Normal People, review: a rare treat - the TV drama that's better than the book
Does it matter if you have read Normal People, Sally Rooney’s coming-of-age novel, before seeing the BBC TV version? No. What matters is that you were once young. This is a story about first love and growing up, and it captures that time in life so perfectly that watching it transports you back there. It makes you wish you were 18 again, and thank God that you’re not, often in the same moment.
The protagonists are Marianne (Daisy Edgar-Jones) and Connell (Paul Mescal), in their final year at school in the west of Ireland. Marianne is lonely, miserable and picked on by classmates, but spirited and fiercely intelligent. Connell is effortlessly popular but more bashful and bookish than his friends.
Both leads are terrific and their chemistry is palpable but it is Mescal’s performance that stands out, perhaps because in the first two episodes he has more to convey; Connell is decent yet weak in the face of peer pressure, and less able to articulate his feelings than Marianne. It is a remarkable television debut.
The sex scenes in Normal People are intimate and tender and so true to life – awkward fumbling with a bra, anyone? – that they are a triumph both for the actors involved and for Lenny Abrahamson, who directed them. You expect the camera to cut away and it stays with them, but the scenes never feel exploitative. Abrahamson employed the intimacy coordinator Ita O’Brien, who also worked on Netflix’s Sex Education, but that is the only basis on which the two shows should be mentioned in the same breath.

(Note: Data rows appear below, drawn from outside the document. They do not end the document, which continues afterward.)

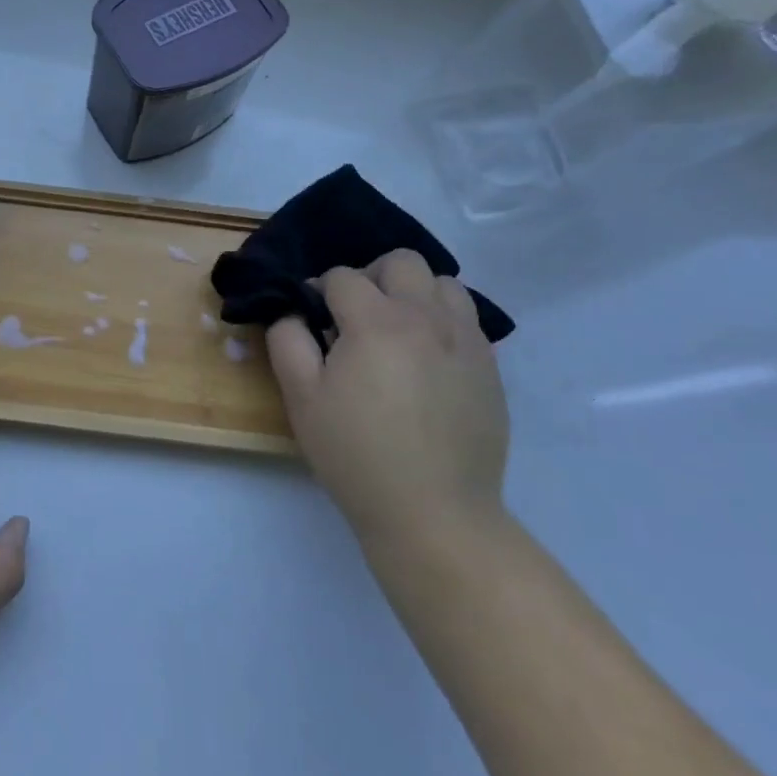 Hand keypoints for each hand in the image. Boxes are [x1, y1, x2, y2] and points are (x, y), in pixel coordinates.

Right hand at [266, 252, 508, 557]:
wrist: (433, 514)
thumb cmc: (356, 454)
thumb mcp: (301, 397)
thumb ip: (287, 340)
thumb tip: (293, 311)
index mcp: (377, 321)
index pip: (342, 276)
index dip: (319, 292)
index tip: (312, 322)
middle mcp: (426, 318)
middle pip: (400, 261)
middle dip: (370, 277)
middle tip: (355, 317)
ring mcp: (465, 341)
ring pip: (442, 283)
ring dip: (413, 294)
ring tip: (396, 331)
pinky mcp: (489, 368)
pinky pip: (466, 319)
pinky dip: (442, 321)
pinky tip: (425, 359) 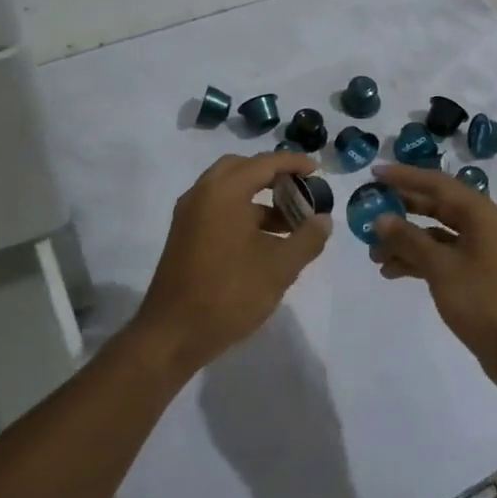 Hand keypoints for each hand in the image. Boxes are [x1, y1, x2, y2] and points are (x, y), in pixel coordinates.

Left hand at [132, 152, 330, 375]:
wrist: (172, 334)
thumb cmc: (229, 294)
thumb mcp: (279, 268)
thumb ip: (306, 239)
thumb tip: (323, 219)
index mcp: (223, 192)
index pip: (264, 164)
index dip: (293, 164)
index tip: (317, 171)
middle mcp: (201, 194)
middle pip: (241, 169)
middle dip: (272, 175)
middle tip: (299, 191)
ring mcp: (188, 215)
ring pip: (227, 190)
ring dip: (258, 198)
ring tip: (290, 223)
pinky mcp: (184, 235)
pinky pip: (216, 208)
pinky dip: (241, 212)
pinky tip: (264, 241)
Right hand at [367, 164, 496, 399]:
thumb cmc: (485, 301)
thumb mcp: (442, 267)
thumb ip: (409, 239)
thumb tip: (380, 218)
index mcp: (482, 214)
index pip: (437, 183)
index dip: (404, 177)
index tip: (374, 173)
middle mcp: (483, 227)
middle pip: (436, 206)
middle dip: (402, 210)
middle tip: (368, 210)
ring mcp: (481, 253)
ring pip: (436, 235)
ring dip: (406, 240)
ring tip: (374, 254)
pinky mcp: (476, 276)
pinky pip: (442, 257)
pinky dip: (418, 260)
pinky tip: (392, 272) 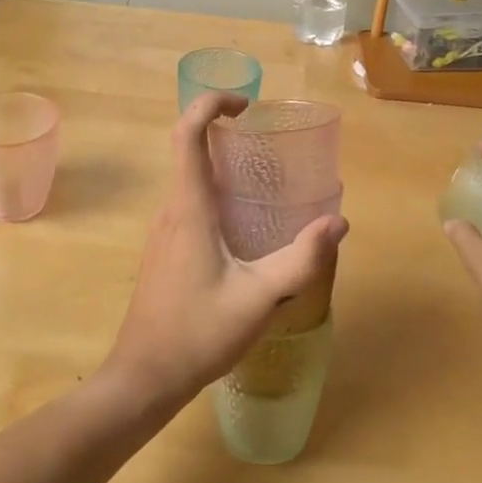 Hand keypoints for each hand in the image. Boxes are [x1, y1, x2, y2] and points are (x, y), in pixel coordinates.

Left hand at [100, 92, 348, 411]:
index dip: (211, 104)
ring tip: (264, 179)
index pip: (188, 133)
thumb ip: (300, 261)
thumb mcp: (258, 298)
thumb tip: (338, 222)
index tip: (246, 106)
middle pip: (189, 149)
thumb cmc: (197, 333)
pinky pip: (190, 203)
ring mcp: (164, 231)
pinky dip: (216, 192)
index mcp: (189, 208)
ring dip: (221, 165)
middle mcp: (171, 210)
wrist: (144, 378)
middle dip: (224, 132)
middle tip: (267, 141)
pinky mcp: (165, 250)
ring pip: (190, 178)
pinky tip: (245, 225) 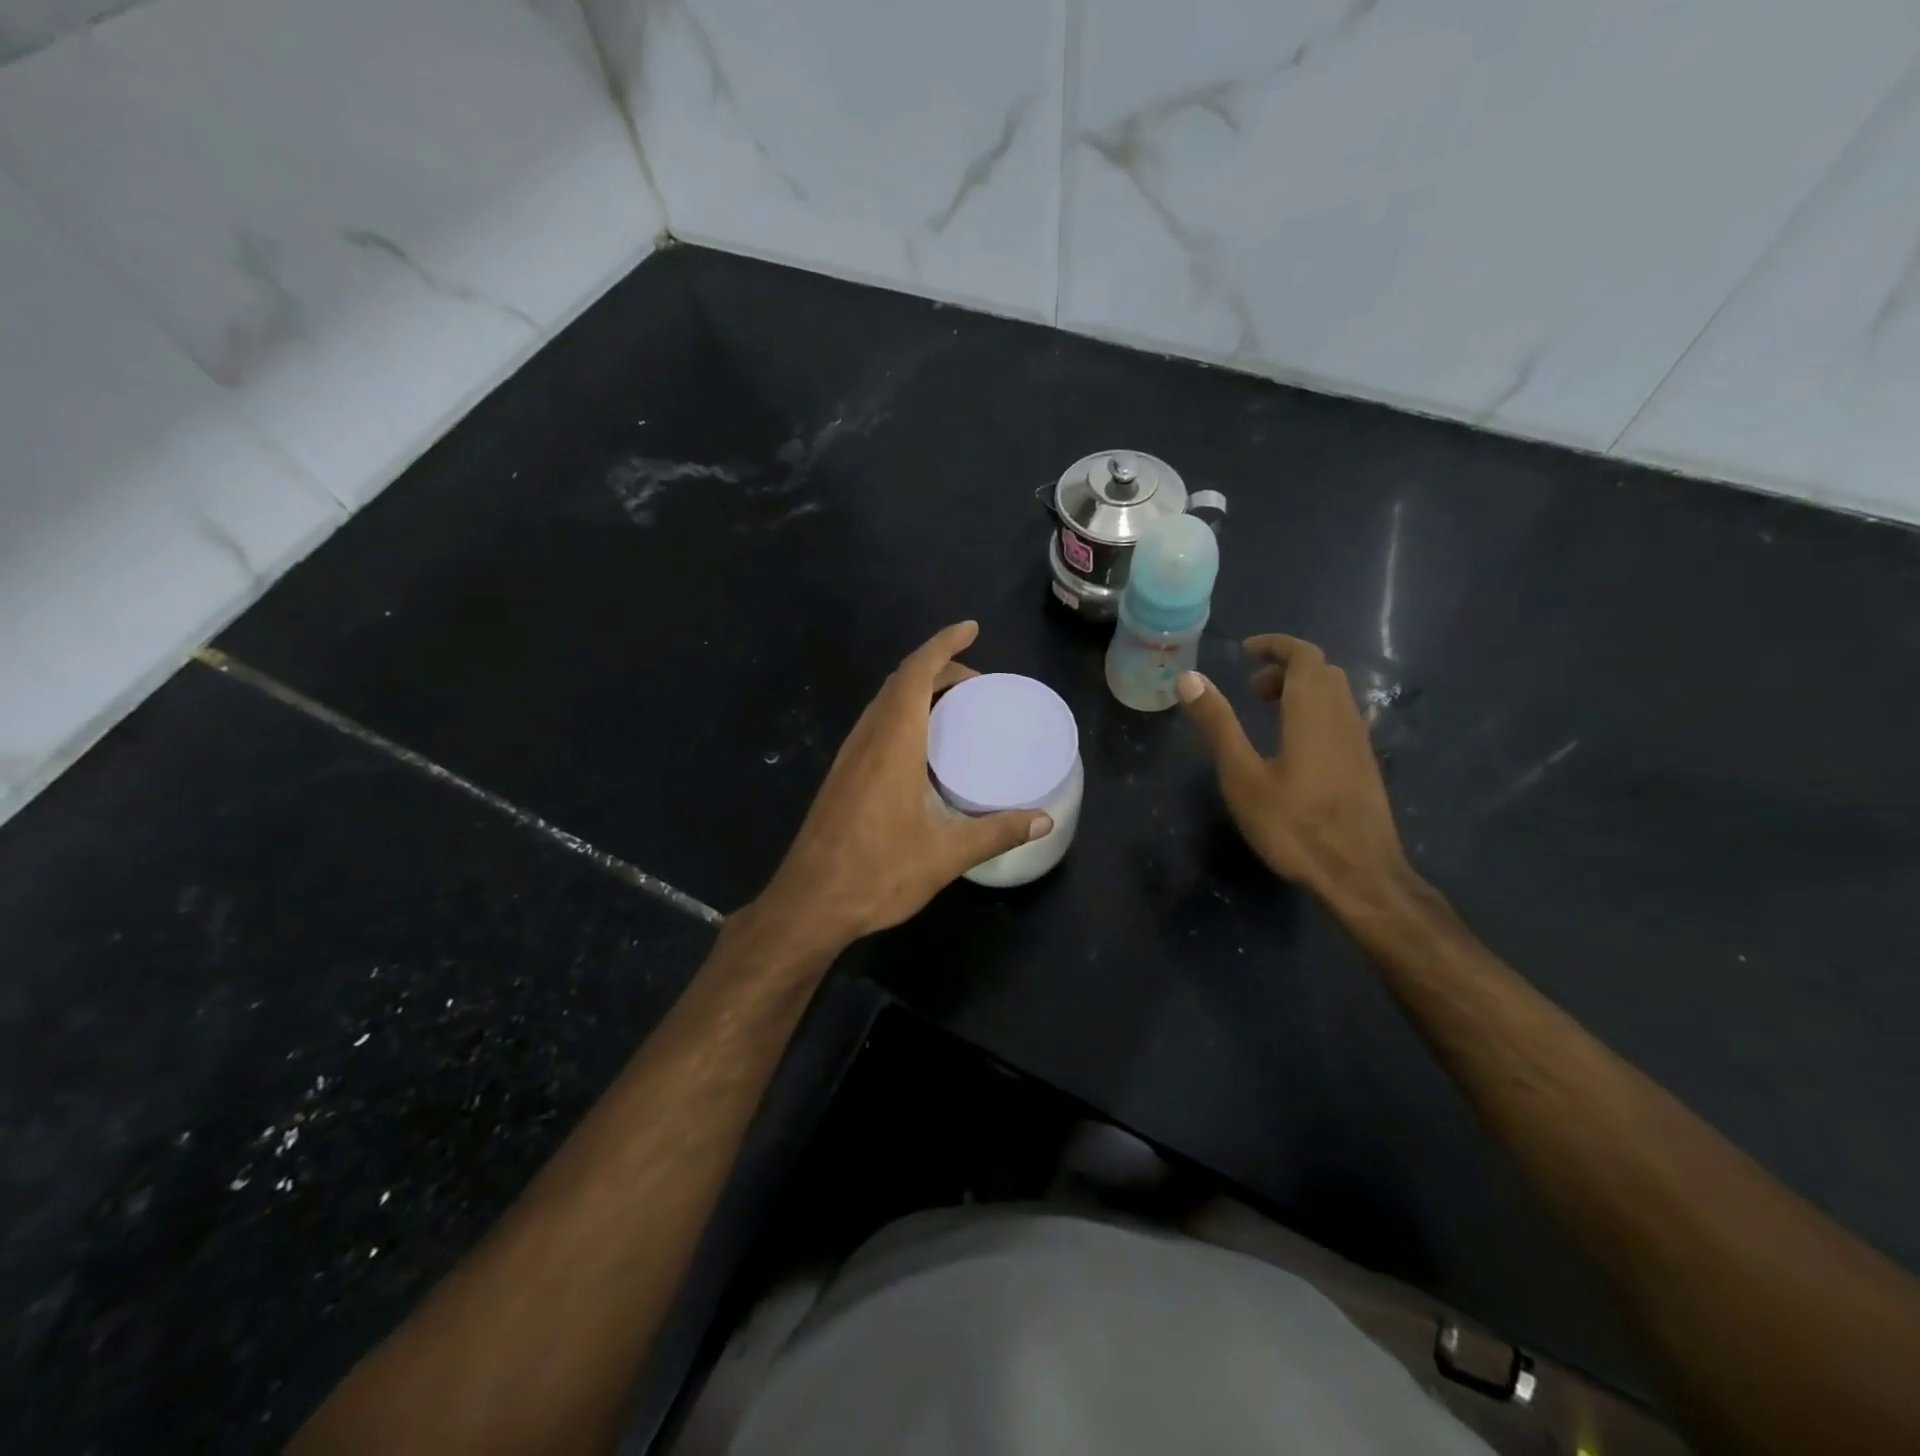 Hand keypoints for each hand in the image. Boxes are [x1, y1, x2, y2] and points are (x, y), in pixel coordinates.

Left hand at [748, 622, 1051, 952]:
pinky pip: (875, 725)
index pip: (915, 674)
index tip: (971, 628)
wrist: (809, 903)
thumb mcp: (946, 855)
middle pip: (900, 682)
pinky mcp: (842, 776)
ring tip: (955, 707)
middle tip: (978, 685)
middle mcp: (867, 739)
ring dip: (918, 691)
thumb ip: (996, 832)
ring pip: (884, 703)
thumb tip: (1043, 820)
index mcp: (892, 743)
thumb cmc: (877, 873)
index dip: (943, 644)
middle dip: (939, 668)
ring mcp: (849, 757)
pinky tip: (921, 747)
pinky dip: (903, 714)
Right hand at [1177, 635, 1408, 900]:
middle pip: (1321, 672)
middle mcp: (1343, 717)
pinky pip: (1340, 718)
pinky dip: (1313, 711)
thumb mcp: (1242, 776)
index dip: (1276, 645)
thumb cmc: (1294, 825)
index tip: (1245, 651)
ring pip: (1334, 695)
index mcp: (1313, 712)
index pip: (1304, 656)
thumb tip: (1189, 677)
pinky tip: (1291, 747)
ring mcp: (1359, 742)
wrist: (1360, 875)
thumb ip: (1218, 724)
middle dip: (1285, 668)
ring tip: (1265, 713)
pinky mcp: (1364, 765)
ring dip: (1300, 690)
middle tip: (1249, 688) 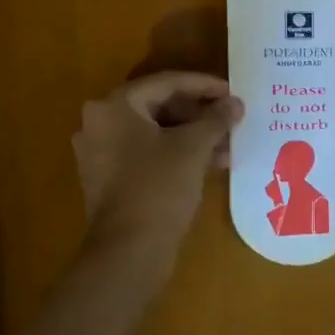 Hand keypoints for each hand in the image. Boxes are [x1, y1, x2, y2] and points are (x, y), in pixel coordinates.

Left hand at [74, 72, 241, 254]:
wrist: (128, 252)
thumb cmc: (159, 188)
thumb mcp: (193, 148)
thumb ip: (216, 119)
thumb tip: (235, 103)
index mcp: (113, 106)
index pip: (165, 83)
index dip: (204, 85)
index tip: (233, 92)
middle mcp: (100, 124)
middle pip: (158, 107)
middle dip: (199, 114)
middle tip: (231, 119)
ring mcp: (102, 154)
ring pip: (155, 133)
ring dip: (192, 137)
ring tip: (229, 145)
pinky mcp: (110, 180)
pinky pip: (147, 155)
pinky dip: (176, 155)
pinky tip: (210, 164) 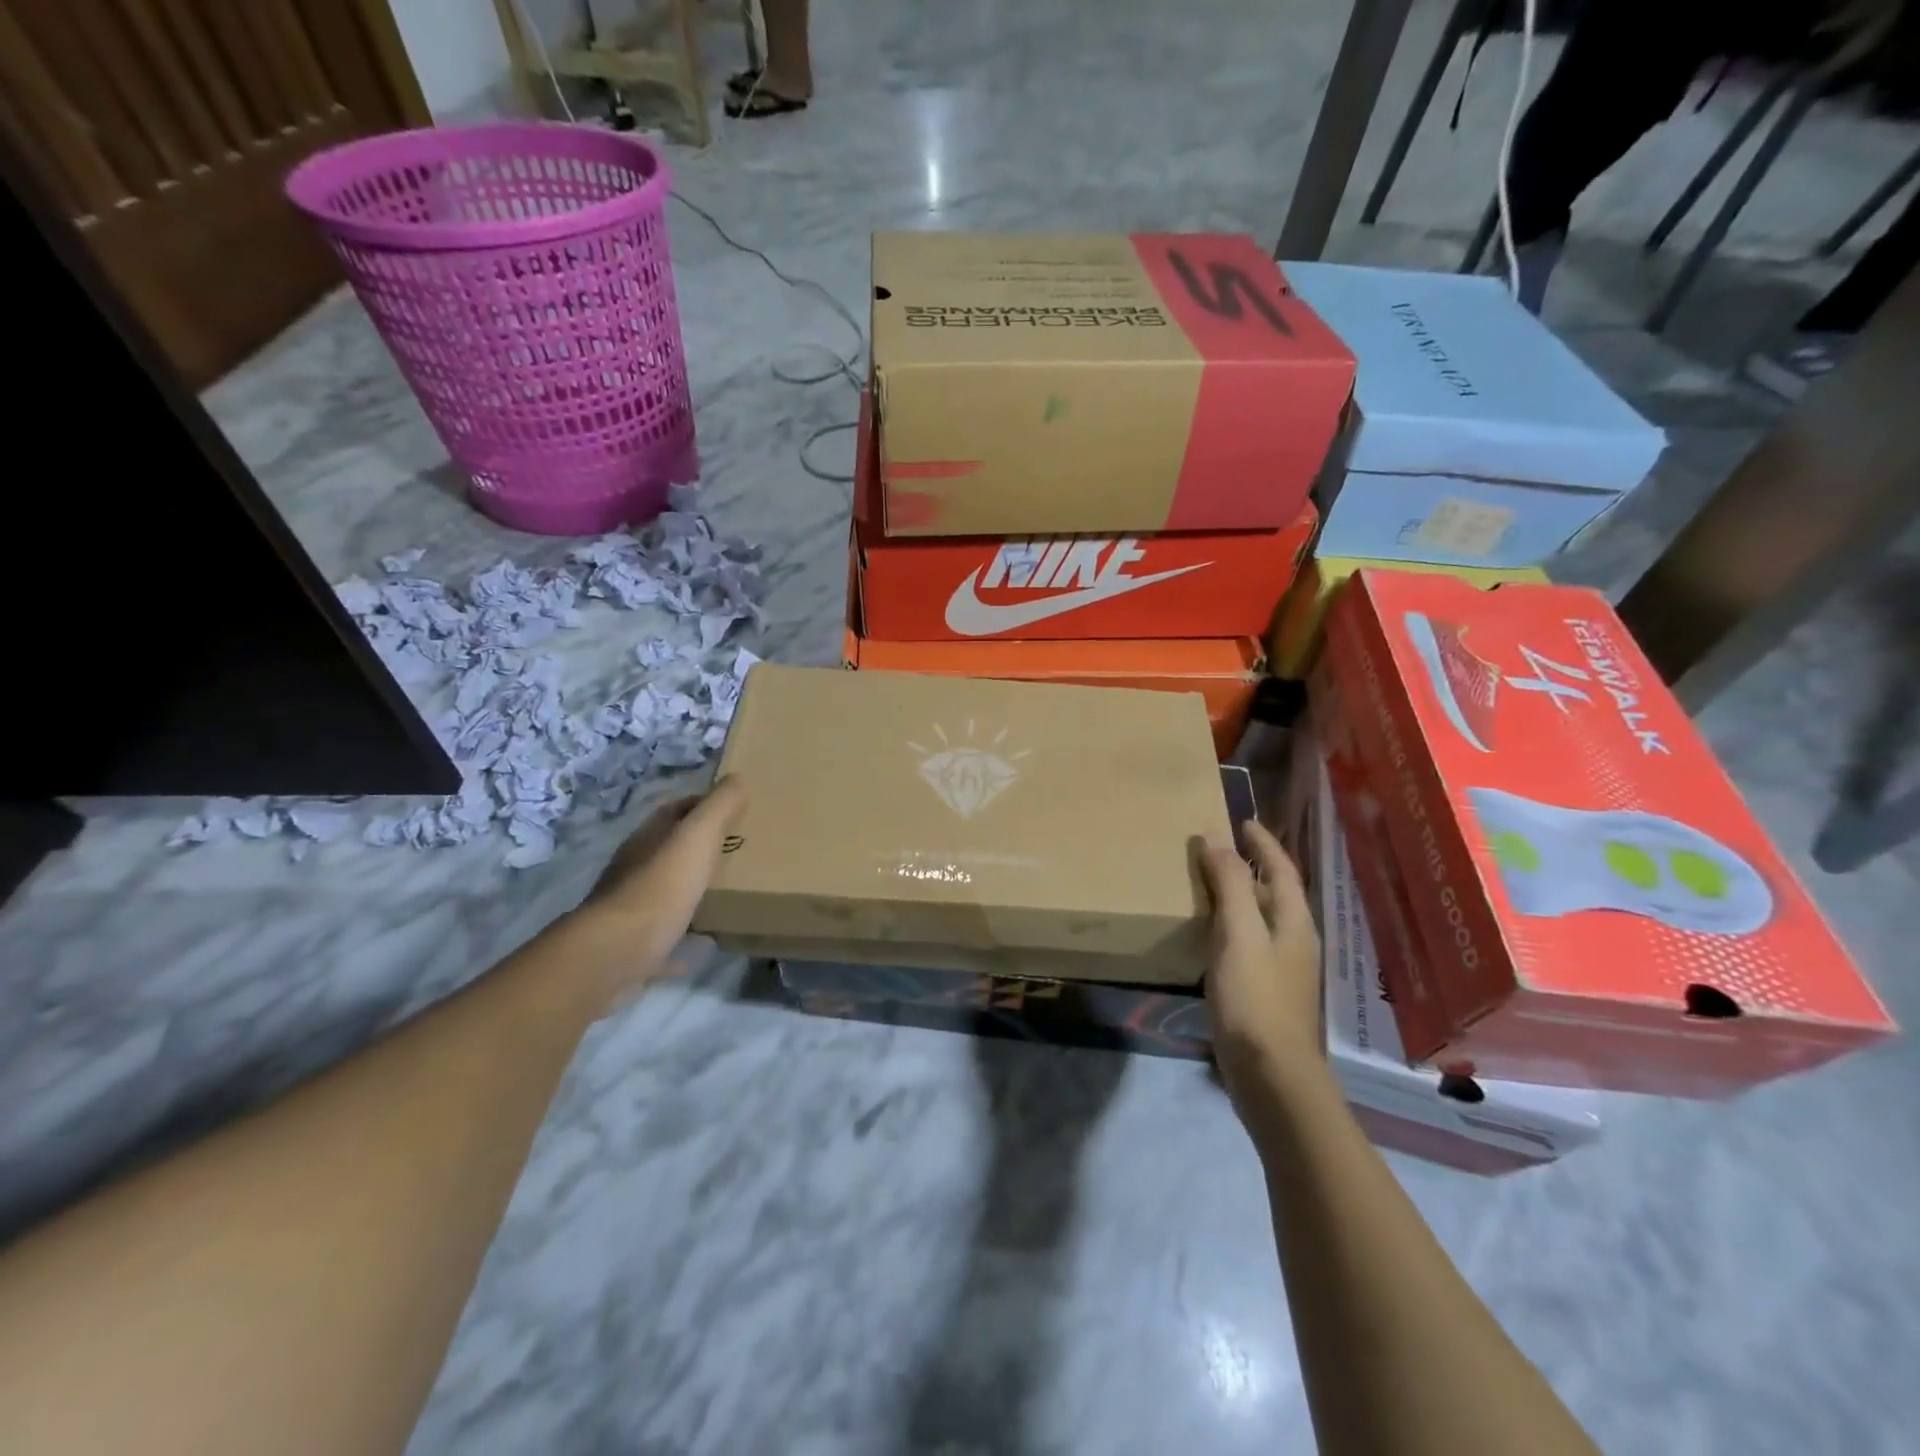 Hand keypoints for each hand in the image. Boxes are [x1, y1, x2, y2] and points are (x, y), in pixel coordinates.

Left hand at [573, 776, 746, 1010]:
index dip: (702, 805)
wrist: (615, 953)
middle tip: (736, 851)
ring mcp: (630, 911)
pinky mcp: (633, 948)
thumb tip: (737, 777)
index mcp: (648, 840)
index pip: (673, 811)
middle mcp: (634, 870)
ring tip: (724, 894)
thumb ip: (719, 807)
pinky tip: (701, 945)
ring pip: (663, 893)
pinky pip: (663, 939)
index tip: (734, 810)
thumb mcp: (697, 837)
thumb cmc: (660, 887)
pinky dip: (681, 939)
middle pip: (668, 851)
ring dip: (688, 891)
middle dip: (698, 849)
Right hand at [1198, 820, 1321, 1107]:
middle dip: (1250, 867)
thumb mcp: (1239, 933)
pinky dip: (1229, 926)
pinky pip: (1247, 943)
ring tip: (1208, 882)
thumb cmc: (1255, 997)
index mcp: (1293, 922)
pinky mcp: (1264, 992)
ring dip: (1239, 896)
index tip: (1243, 821)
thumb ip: (1231, 885)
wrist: (1270, 1074)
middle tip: (1217, 848)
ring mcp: (1281, 969)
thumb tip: (1216, 838)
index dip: (1264, 843)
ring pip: (1259, 919)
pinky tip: (1208, 934)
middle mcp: (1293, 941)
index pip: (1282, 869)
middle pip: (1274, 893)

The drama has been divided into half-hour episodes, which is a smart move and one that should be widely adopted (what is this trend lately for two-hour episodes of things?). It leaves you wanting more, and all 12 episodes are currently available on iPlayer. I rushed to watch episodes three and four, which move to Trinity College, Dublin, and find the roles reversed: here it is Marianne who finds friends and strength in numbers, while Connell is isolated and out of place.
The university years might be a better fit for the actors, who do look a touch old to be playing Sixth Formers (though it was ever thus: see the high school films of John Hughes). But it is the school days that make your heart ache. Fans of the book worried that the TV series wouldn’t do it justice. Thanks to the performances, the drama isn’t just as good as the book – it’s better.